Task statement
Find the lines of data that contain the string "Give", then list them.

**** Material to process ****

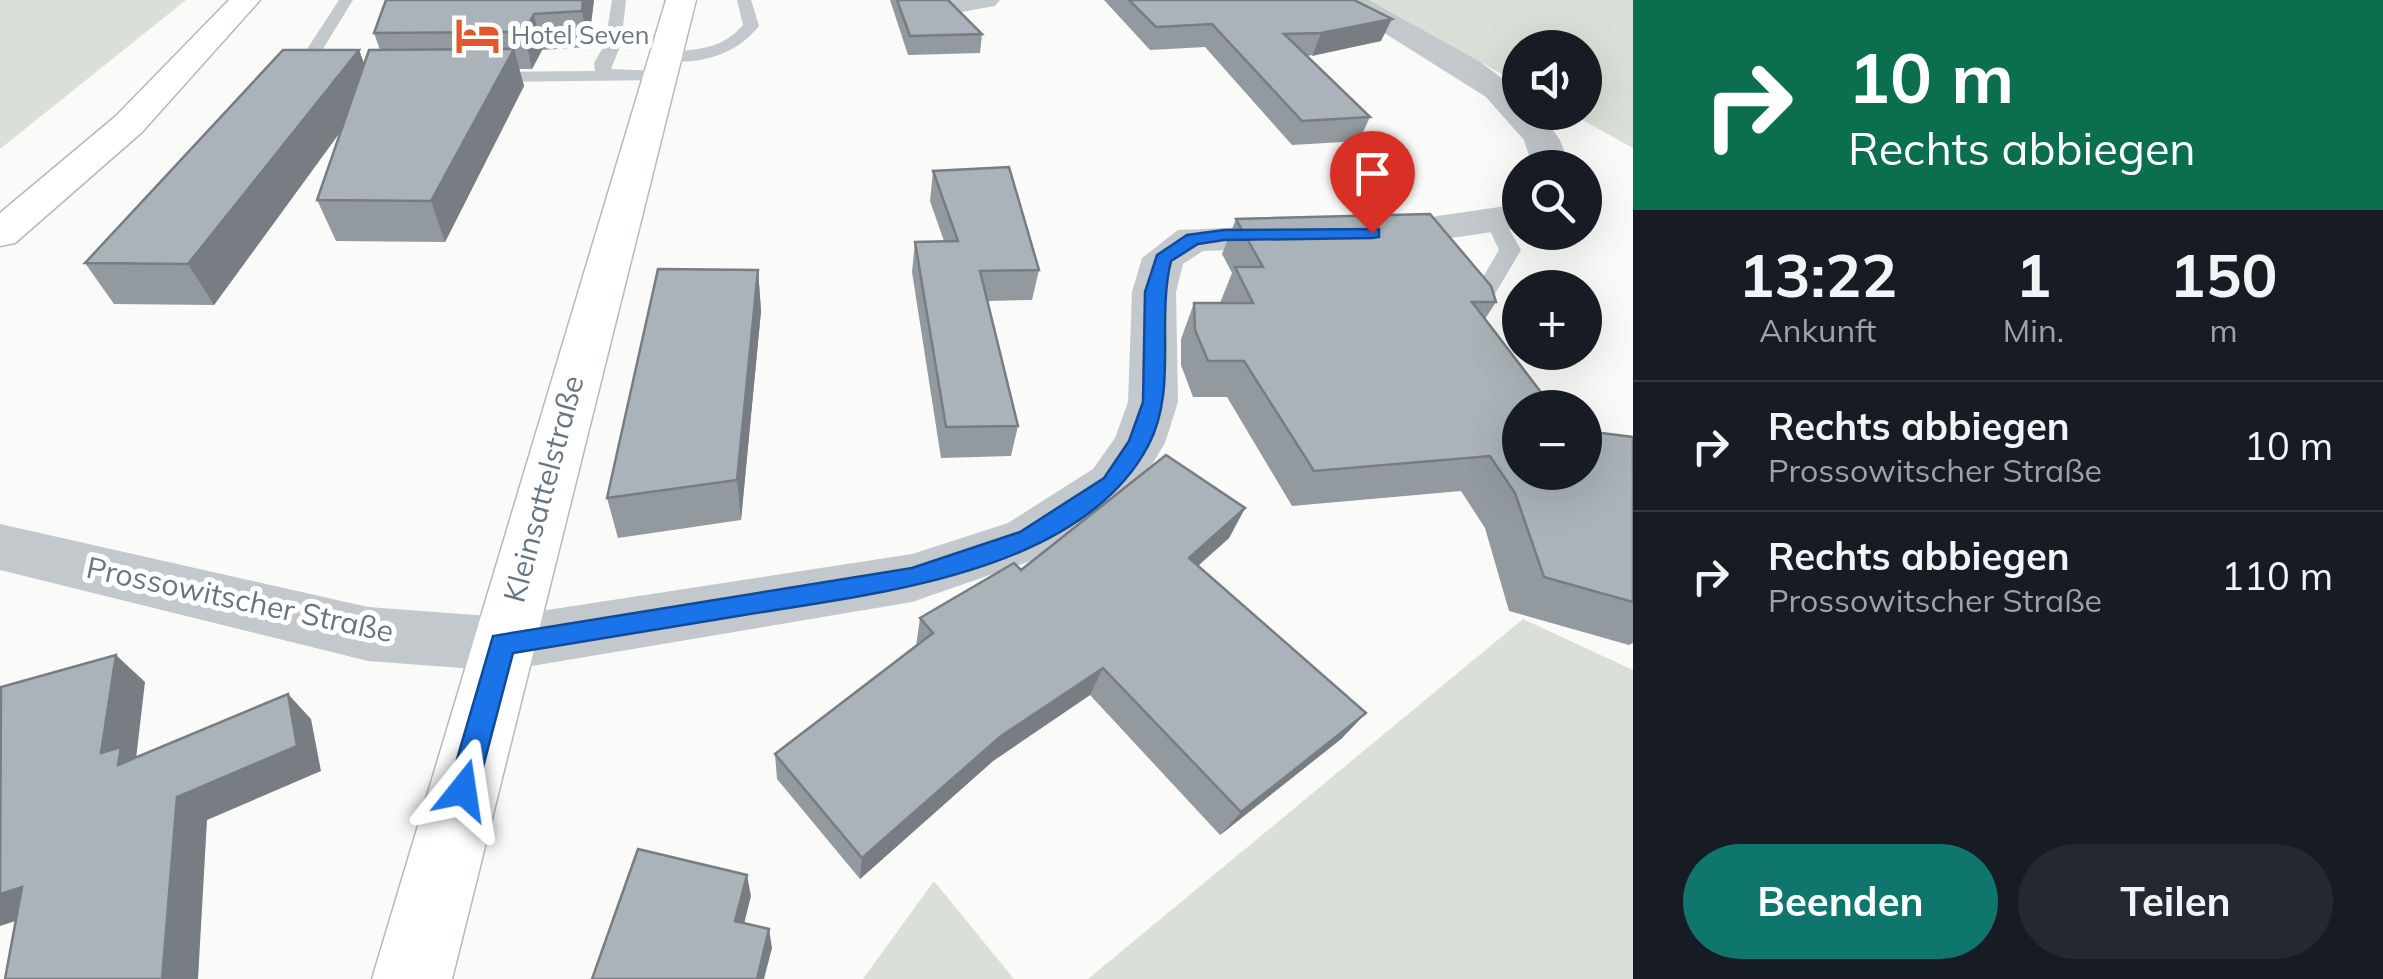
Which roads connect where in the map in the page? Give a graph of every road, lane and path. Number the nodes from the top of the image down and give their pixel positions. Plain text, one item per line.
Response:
1 (245, 0) edge
2 (346, 0) edge
3 (618, 0) edge
4 (681, 0) edge
5 (744, 0) edge
6 (984, 0) edge
7 (1347, 0) edge
8 (950, 4) edge
9 (648, 70) junction
10 (460, 78) edge
11 (336, 79) edge
12 (1543, 150) edge
13 (1502, 220) edge
14 (0, 234) edge
15 (1510, 250) edge
16 (1486, 333) edge
17 (0, 547) edge
18 (502, 644) junction
19 (412, 979) edge

1 - 14 main road
2 - 11 lane
3 - 9 lane
4 - 9 main road, Kleinsattelstraße
5 - 9 lane
6 - 8 street
7 - 12 street
9 - 10 lane
9 - 18 main road, Kleinsattelstraße
13 - 18 street, Prossowitscher Straße
15 - 16 lane
17 - 18 street, Prossowitscher Straße
18 - 19 main road, Kleinsattelstraße

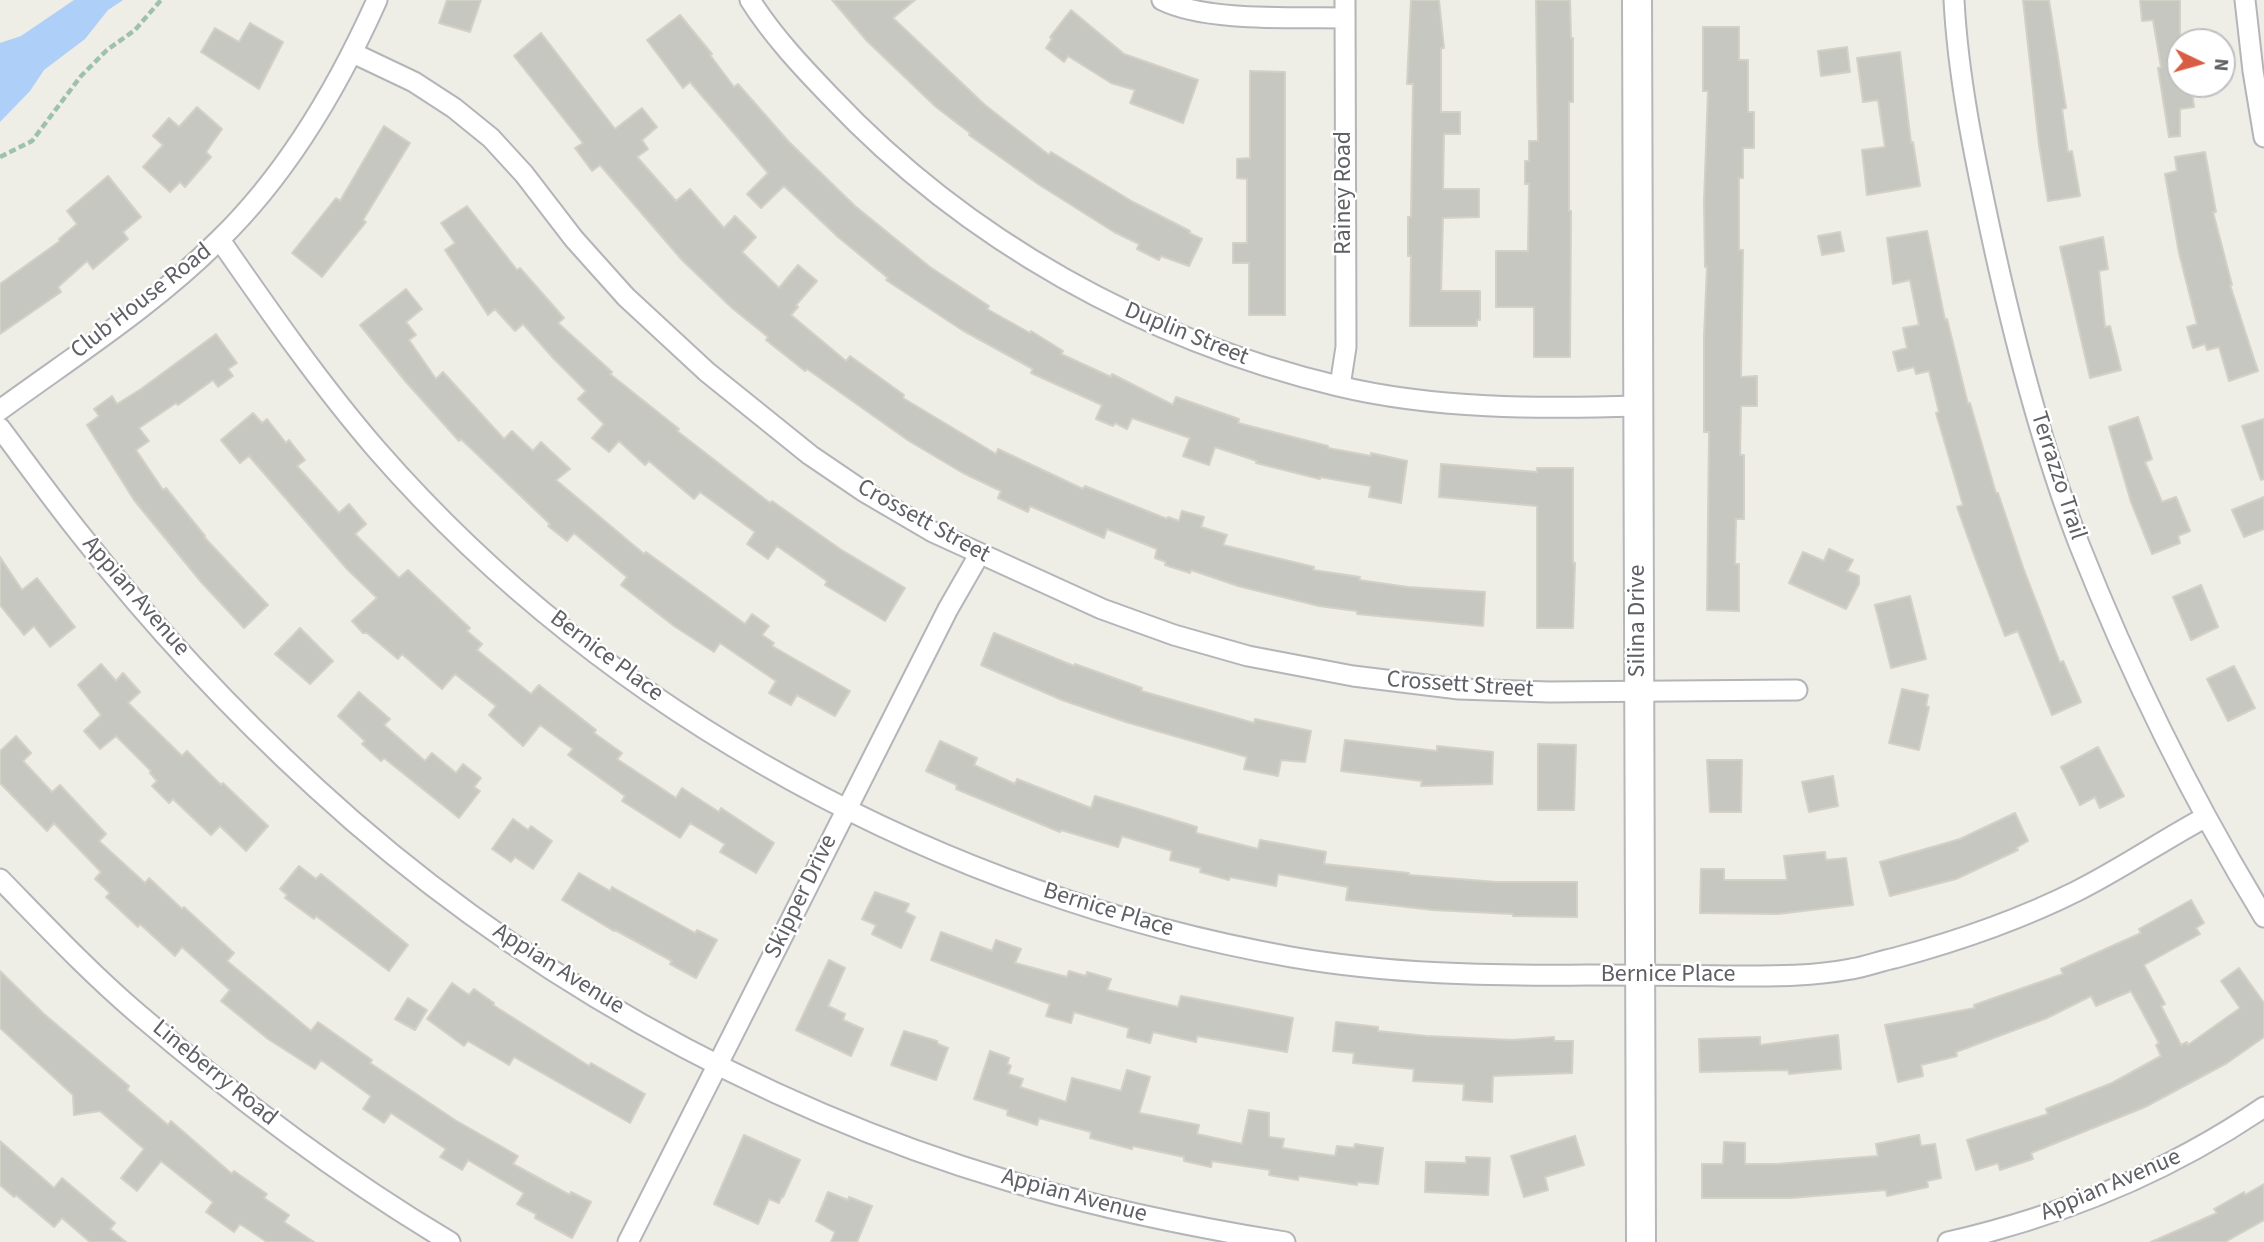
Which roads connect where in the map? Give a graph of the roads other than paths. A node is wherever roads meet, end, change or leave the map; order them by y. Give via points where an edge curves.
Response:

****

Solution to the problem
Which roads connect where in the map in the page? Give a graph of every road, lane and path. Number the nodes from the top of the image down and give their pixel positions. Plain text, one item per line.
Which roads connect where in the map? Give a graph of the roads other than paths. A node is wherever roads meet, end, change or leave the map; order them by y. Give via points where an edge curves.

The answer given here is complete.